__Required action__
Count the lines below that hold the word "شهداء" and say how many, with no other text.

__Collected data__
============================================================

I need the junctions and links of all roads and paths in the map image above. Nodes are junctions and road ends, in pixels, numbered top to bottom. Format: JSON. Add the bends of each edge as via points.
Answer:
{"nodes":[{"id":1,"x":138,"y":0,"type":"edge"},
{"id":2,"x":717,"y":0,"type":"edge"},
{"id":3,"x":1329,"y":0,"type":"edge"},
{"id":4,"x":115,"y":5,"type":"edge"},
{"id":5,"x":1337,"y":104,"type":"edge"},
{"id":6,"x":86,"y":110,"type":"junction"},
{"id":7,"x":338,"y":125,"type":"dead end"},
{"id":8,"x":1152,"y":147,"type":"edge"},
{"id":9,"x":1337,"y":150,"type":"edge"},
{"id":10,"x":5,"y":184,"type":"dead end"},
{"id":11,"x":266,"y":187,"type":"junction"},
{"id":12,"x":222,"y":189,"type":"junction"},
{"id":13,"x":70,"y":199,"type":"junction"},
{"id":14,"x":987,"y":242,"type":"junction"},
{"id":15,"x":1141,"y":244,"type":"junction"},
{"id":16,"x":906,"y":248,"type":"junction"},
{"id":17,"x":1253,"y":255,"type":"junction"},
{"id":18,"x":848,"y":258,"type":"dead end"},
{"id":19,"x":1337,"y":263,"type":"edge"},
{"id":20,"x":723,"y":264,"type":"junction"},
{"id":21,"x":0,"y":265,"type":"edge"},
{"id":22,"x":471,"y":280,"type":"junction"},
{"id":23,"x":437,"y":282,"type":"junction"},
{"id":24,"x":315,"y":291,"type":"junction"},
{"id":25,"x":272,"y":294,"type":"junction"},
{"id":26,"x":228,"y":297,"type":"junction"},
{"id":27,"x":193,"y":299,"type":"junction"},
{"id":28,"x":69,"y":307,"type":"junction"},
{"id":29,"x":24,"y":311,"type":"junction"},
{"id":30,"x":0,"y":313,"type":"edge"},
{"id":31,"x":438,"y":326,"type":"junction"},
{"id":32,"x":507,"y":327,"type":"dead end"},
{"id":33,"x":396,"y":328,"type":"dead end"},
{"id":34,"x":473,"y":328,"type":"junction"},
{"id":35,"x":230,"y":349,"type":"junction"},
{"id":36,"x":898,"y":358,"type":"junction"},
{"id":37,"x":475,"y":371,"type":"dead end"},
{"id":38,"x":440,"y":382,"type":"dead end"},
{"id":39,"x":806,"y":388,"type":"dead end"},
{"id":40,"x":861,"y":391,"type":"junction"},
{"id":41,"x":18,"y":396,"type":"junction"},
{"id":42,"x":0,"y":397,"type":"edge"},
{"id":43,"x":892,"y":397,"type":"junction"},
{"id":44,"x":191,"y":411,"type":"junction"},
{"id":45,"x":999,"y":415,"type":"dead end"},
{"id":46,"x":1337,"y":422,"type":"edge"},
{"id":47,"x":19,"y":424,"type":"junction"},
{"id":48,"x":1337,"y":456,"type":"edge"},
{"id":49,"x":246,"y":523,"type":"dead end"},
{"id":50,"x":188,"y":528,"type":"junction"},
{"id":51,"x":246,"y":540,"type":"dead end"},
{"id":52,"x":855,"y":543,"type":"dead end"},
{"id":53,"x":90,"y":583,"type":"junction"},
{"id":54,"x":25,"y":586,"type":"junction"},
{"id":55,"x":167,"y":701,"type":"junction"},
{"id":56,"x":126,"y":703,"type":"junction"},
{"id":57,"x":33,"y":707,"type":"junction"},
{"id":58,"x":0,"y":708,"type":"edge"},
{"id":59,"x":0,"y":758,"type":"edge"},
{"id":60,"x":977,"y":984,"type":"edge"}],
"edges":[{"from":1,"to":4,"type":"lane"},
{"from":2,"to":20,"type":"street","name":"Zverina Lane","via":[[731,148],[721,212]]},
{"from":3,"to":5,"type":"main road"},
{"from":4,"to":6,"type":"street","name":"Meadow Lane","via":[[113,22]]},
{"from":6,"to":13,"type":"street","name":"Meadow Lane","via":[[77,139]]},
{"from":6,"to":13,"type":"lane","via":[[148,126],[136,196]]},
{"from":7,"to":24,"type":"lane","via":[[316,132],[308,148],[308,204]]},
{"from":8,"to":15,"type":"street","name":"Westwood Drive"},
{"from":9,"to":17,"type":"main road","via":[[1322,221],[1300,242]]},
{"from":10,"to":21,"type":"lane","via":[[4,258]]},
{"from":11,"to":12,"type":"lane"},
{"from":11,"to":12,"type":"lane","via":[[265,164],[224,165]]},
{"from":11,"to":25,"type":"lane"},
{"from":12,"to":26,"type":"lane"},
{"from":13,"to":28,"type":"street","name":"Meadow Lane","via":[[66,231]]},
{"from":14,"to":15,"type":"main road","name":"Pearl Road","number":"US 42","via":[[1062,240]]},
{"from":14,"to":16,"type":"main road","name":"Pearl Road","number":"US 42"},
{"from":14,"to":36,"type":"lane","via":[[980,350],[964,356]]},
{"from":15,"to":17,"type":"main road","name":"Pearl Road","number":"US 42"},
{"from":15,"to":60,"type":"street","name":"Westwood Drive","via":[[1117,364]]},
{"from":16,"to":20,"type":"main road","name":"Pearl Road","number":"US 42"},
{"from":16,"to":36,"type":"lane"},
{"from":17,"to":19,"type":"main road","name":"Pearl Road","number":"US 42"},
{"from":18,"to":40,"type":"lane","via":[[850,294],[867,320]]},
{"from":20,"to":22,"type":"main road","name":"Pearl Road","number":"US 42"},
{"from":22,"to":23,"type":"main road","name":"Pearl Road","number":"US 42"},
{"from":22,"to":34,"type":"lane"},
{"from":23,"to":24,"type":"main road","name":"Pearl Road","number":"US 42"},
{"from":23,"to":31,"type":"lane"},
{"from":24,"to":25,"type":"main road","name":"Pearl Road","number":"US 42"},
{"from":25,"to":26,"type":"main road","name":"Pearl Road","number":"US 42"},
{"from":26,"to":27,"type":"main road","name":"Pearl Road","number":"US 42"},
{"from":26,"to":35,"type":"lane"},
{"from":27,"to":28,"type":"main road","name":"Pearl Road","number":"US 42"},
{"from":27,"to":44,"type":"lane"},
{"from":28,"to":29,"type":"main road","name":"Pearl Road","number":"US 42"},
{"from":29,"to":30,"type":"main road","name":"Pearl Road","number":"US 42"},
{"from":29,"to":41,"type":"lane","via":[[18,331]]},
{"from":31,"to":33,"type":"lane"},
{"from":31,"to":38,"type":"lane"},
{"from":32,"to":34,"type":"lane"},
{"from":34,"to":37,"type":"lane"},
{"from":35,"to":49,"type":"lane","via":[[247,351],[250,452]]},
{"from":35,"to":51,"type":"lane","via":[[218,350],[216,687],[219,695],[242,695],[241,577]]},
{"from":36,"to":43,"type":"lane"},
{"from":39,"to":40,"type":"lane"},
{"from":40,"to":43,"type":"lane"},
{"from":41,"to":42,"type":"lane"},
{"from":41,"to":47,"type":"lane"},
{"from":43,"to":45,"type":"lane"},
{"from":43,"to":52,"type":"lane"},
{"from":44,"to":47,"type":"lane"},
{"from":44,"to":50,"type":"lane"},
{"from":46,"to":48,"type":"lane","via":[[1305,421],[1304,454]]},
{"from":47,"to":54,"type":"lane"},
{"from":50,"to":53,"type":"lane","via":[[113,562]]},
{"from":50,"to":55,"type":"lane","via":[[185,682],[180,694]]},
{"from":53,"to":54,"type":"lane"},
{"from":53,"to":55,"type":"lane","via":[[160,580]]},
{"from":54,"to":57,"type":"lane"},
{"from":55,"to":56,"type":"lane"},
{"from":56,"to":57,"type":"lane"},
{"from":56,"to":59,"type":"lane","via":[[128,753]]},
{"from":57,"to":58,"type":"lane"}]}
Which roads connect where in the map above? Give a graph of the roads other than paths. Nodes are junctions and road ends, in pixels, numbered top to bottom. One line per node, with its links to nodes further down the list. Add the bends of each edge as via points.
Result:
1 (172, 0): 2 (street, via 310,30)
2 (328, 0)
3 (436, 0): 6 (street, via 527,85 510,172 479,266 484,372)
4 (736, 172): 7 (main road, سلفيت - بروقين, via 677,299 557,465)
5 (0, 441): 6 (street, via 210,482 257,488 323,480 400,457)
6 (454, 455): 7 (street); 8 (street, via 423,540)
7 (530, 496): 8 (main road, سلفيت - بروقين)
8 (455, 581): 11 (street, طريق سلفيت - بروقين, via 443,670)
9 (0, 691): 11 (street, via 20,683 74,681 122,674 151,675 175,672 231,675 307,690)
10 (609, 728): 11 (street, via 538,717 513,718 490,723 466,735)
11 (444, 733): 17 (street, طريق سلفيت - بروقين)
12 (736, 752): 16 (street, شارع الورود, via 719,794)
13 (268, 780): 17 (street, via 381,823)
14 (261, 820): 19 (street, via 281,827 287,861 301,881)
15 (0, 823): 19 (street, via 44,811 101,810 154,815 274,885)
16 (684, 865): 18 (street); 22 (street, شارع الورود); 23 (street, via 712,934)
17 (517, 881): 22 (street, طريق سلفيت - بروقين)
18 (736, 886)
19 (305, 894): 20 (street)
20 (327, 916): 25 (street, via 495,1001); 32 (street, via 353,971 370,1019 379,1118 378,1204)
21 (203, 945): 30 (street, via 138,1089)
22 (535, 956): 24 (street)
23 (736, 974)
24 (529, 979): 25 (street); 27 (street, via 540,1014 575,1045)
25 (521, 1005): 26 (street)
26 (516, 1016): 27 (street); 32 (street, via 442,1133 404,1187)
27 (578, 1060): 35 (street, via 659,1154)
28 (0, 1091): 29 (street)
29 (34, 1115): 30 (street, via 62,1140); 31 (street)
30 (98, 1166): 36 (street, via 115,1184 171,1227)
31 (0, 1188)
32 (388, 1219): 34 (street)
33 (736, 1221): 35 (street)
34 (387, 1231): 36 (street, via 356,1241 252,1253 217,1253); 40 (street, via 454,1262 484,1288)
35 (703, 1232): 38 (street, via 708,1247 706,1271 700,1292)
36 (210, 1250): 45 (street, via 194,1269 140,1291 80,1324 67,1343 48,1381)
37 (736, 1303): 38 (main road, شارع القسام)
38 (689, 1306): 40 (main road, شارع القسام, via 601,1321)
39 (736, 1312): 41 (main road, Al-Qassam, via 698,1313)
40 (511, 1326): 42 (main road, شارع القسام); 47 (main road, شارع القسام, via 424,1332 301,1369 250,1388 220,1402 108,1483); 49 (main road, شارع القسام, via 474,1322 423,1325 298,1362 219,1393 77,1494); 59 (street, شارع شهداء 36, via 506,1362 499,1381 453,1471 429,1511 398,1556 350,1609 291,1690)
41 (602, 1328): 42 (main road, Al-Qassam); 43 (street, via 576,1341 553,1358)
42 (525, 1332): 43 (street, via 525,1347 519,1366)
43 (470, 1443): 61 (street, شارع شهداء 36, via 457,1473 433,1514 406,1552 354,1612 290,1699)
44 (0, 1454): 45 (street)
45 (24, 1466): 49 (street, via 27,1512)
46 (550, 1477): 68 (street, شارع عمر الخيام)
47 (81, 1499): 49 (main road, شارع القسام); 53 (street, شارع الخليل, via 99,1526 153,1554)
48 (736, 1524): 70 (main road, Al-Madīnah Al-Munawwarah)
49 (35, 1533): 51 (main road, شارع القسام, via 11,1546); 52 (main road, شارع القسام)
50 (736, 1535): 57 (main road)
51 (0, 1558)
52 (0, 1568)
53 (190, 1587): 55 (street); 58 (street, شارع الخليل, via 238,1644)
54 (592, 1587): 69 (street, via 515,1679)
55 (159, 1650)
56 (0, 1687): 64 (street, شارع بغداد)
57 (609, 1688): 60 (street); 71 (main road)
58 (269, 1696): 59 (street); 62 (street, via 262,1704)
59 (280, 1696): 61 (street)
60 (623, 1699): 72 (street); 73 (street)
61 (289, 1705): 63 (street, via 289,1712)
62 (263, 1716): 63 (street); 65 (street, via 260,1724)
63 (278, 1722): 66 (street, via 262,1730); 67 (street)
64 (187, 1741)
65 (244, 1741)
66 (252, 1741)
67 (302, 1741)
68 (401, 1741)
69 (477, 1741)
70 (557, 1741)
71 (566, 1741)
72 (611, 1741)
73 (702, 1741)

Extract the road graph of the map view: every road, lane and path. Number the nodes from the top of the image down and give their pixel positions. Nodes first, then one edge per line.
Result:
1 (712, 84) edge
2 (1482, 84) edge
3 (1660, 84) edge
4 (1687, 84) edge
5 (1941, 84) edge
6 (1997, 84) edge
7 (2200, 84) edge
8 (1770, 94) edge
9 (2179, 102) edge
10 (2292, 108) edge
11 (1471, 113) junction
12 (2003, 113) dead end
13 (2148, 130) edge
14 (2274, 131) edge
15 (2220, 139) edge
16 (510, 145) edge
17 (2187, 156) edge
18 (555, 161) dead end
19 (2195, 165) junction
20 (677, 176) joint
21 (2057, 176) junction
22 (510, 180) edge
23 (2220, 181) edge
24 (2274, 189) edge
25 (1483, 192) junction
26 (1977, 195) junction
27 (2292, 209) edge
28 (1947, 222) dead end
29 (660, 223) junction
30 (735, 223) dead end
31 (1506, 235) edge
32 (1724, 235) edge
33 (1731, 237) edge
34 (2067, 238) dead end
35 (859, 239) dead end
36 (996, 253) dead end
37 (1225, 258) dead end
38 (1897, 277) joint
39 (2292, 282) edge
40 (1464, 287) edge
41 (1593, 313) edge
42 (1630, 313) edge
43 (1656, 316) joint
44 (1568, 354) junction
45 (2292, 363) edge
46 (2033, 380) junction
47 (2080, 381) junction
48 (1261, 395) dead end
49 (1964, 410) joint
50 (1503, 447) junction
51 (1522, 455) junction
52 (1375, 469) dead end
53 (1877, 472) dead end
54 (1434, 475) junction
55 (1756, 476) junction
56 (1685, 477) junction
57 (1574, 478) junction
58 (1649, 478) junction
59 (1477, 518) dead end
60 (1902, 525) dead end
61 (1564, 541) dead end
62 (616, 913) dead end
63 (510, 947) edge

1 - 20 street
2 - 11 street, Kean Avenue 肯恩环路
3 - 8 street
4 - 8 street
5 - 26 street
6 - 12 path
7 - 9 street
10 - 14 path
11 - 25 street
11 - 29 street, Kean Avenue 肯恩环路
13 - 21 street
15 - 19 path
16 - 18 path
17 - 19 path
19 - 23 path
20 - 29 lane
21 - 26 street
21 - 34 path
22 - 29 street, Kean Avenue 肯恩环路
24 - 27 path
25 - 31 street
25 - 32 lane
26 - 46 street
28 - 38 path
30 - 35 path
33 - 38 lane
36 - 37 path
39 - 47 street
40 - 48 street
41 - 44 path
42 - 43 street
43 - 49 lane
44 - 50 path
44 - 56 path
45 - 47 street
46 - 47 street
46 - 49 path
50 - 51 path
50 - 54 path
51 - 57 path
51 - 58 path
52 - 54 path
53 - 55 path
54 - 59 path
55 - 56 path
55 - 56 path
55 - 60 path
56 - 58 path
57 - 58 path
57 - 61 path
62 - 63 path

============================================================

__Answer for the task__
2